→ PROBLEM DESCRIPTION: In the data below, find the line that contains "cairo_arc(ctx, x + r, y + r, r, M_PI, 1.5" and the line that contains "cairo_push_group_with_content(ctx, CAIRO_CONTENT_ALPHA);". Copy both, plus every line between them, exactly.

[Opening GIVEN ENTRIES section]

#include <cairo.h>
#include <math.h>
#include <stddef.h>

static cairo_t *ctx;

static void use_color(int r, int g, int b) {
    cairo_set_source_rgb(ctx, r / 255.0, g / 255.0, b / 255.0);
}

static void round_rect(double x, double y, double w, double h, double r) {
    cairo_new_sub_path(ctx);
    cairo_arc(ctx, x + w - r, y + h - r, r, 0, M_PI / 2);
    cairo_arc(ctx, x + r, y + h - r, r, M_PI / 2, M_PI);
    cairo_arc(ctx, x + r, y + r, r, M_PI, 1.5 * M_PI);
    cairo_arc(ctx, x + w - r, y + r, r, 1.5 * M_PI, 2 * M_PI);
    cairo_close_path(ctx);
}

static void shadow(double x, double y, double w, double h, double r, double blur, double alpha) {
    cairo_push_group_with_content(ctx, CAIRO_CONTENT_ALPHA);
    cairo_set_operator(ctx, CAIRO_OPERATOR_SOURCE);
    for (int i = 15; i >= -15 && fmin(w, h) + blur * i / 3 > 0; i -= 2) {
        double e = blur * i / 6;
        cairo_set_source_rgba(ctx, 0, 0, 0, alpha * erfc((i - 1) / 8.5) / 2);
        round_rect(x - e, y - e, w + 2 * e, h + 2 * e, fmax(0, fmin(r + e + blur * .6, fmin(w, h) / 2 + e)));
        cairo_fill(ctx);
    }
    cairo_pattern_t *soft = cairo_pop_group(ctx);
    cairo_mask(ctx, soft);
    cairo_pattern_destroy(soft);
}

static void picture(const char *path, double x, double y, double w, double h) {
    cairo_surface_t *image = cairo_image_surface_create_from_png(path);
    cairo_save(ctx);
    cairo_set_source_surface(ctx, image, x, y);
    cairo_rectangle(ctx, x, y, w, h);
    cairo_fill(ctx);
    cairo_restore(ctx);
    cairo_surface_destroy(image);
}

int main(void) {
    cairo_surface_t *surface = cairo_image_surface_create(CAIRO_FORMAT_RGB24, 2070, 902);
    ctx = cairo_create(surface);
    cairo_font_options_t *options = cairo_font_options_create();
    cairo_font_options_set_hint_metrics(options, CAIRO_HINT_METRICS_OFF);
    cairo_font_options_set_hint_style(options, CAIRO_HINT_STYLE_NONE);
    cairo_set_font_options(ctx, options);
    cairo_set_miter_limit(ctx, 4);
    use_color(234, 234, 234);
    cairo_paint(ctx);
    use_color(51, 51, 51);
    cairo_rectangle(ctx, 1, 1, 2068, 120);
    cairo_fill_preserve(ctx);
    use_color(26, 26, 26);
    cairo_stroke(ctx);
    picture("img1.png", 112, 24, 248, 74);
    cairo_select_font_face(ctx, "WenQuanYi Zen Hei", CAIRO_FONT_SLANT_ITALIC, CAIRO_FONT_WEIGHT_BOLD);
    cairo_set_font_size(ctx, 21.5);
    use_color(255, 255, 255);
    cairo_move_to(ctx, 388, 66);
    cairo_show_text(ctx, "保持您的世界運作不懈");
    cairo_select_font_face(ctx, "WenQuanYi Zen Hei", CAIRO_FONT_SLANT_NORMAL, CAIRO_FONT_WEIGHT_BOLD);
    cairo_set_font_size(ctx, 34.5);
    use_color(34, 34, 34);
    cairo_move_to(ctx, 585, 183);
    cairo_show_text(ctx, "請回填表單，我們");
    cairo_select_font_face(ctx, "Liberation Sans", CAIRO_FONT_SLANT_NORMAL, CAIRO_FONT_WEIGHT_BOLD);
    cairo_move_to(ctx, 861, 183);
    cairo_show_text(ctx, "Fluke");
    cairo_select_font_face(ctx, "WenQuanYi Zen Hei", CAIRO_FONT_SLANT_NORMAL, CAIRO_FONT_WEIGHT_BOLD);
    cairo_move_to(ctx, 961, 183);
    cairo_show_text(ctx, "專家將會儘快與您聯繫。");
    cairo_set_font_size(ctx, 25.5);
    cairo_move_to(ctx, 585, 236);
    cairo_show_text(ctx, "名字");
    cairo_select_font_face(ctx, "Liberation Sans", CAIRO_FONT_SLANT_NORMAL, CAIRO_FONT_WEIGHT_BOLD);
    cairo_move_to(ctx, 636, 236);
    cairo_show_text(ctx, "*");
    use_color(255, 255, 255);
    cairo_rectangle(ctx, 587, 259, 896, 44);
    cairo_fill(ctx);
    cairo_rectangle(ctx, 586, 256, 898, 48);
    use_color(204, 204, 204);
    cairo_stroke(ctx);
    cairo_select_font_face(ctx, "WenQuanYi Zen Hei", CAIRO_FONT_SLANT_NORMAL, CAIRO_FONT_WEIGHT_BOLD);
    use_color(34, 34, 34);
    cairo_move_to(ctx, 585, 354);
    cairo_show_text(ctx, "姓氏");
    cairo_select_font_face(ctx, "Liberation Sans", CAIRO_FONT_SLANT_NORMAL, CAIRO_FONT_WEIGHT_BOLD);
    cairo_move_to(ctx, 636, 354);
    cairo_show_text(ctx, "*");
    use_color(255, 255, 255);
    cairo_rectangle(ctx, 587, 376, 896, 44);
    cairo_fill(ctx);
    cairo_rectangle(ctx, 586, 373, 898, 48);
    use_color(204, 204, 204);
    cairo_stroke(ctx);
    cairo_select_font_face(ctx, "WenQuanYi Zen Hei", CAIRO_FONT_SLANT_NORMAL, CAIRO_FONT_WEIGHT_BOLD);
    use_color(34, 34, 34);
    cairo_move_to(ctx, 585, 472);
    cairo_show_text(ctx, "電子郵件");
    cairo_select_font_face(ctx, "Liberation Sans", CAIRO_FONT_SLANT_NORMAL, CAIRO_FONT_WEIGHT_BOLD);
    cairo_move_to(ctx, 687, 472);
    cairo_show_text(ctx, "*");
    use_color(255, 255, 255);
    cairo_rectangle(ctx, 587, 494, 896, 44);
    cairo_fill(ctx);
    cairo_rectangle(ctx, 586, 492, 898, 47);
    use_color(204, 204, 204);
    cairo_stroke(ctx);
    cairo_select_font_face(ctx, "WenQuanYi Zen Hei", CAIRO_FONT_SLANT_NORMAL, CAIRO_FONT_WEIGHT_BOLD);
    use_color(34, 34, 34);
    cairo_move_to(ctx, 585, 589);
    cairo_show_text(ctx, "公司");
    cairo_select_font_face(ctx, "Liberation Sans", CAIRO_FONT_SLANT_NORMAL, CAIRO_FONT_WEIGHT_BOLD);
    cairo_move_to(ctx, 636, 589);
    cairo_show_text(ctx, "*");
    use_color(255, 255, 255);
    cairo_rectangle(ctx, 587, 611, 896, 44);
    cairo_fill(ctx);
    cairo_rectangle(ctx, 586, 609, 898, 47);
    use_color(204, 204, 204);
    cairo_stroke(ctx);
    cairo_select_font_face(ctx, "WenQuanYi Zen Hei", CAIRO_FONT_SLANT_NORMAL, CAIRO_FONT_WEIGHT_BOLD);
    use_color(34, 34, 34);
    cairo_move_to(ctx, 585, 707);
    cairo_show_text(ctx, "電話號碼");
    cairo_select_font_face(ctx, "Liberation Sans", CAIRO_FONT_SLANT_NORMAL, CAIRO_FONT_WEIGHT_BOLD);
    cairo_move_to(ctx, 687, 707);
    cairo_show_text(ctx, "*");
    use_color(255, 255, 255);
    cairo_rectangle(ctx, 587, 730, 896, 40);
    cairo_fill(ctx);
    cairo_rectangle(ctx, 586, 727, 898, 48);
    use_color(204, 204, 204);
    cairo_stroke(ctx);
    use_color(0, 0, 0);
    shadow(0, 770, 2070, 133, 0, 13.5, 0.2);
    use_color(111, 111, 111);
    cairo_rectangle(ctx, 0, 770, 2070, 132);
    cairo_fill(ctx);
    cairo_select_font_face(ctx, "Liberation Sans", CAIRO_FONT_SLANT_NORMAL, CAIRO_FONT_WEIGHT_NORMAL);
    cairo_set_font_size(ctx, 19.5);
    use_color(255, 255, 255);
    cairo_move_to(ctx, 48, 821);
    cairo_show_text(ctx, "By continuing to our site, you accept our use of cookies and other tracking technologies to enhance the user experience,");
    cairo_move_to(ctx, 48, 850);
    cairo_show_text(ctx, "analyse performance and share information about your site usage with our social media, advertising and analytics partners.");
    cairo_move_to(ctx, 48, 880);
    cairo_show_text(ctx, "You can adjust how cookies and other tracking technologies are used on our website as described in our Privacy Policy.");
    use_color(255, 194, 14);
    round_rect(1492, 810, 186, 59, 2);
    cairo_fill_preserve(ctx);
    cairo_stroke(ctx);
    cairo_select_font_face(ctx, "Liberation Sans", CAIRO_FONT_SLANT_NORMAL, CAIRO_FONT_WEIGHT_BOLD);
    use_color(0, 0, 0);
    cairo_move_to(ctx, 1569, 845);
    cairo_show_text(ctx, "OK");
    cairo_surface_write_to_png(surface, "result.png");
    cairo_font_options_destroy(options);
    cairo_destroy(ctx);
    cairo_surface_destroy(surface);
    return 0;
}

[Closing GIVEN ENTRIES section]
[Opening GIVEN ENTRIES section]

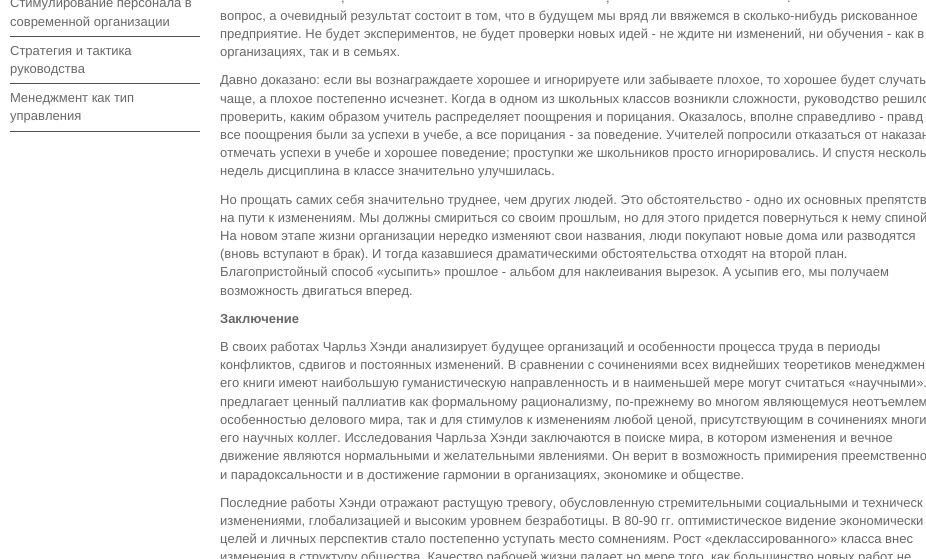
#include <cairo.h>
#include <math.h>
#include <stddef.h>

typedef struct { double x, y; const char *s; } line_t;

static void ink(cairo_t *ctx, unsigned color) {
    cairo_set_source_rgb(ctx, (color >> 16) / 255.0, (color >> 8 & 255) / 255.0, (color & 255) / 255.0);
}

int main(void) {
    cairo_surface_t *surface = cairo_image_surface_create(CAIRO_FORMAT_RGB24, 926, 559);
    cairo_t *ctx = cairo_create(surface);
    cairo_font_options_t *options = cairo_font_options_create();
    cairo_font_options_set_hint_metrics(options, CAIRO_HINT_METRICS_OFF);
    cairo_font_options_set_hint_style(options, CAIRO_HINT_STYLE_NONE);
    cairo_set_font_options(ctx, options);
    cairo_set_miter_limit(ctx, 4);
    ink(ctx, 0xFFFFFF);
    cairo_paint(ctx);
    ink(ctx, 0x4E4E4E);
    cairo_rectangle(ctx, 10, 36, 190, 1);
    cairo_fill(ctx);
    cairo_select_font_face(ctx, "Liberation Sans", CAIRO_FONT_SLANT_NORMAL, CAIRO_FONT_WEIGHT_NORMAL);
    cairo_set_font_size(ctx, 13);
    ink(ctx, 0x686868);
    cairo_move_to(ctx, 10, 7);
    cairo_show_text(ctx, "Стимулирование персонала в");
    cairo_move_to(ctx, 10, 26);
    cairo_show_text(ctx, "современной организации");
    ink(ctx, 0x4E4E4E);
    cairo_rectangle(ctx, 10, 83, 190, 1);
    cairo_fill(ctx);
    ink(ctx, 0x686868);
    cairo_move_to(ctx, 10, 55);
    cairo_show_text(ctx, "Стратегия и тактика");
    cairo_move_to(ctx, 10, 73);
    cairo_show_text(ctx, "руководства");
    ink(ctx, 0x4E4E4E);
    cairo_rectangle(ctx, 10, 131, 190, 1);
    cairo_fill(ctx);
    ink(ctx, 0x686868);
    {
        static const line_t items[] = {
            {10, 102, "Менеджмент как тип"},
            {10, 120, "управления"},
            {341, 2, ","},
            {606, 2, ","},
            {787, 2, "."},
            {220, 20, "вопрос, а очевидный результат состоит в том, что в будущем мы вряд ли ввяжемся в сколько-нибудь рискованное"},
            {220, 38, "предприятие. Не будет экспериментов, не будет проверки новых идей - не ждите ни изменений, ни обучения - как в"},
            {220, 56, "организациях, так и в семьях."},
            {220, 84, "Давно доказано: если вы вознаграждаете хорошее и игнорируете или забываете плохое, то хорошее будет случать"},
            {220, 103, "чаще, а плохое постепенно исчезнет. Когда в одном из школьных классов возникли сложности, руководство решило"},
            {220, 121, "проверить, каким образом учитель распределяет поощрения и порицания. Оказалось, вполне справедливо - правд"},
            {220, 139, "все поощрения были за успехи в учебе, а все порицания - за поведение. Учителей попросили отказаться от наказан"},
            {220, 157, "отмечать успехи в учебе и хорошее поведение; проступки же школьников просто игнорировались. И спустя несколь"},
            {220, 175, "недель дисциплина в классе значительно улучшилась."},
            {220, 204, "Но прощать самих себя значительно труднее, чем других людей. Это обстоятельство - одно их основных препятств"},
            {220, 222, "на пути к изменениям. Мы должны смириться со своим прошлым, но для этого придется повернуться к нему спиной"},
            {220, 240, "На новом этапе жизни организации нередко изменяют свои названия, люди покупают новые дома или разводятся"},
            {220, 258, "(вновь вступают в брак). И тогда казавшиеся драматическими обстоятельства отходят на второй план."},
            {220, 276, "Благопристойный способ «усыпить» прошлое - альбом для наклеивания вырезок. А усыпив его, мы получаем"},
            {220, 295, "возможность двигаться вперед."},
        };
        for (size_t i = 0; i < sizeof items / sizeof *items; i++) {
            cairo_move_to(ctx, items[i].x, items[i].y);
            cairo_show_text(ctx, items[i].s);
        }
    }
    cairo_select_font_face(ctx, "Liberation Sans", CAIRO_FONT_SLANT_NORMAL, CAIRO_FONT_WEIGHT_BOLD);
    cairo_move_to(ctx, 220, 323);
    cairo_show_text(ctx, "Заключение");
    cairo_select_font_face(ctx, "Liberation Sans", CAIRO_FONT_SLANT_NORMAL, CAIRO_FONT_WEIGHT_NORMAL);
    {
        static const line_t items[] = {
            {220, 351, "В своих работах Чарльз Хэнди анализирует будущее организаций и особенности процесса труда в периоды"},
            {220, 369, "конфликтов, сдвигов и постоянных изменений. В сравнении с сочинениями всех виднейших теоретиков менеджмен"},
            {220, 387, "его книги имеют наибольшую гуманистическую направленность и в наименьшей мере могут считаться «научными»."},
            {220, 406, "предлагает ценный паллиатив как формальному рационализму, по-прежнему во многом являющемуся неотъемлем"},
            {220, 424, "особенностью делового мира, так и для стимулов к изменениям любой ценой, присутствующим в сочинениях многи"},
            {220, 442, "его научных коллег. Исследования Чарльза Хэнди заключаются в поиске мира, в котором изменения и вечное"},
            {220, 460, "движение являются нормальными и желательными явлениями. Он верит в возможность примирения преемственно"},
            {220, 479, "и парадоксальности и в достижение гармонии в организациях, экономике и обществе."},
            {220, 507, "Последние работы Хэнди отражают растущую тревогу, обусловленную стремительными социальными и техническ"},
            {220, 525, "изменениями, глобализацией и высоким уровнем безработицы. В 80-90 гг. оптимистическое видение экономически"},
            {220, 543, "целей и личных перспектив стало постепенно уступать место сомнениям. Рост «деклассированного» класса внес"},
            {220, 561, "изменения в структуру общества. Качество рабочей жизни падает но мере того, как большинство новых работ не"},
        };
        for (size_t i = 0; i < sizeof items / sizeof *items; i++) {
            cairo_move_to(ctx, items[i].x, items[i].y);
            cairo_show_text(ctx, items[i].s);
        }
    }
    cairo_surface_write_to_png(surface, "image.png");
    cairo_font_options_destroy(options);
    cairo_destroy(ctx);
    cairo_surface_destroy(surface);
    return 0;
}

[Closing GIVEN ENTRIES section]

→ ANSWER BOX:
    cairo_arc(ctx, x + r, y + r, r, M_PI, 1.5 * M_PI);
    cairo_arc(ctx, x + w - r, y + r, r, 1.5 * M_PI, 2 * M_PI);
    cairo_close_path(ctx);
}

static void shadow(double x, double y, double w, double h, double r, double blur, double alpha) {
    cairo_push_group_with_content(ctx, CAIRO_CONTENT_ALPHA);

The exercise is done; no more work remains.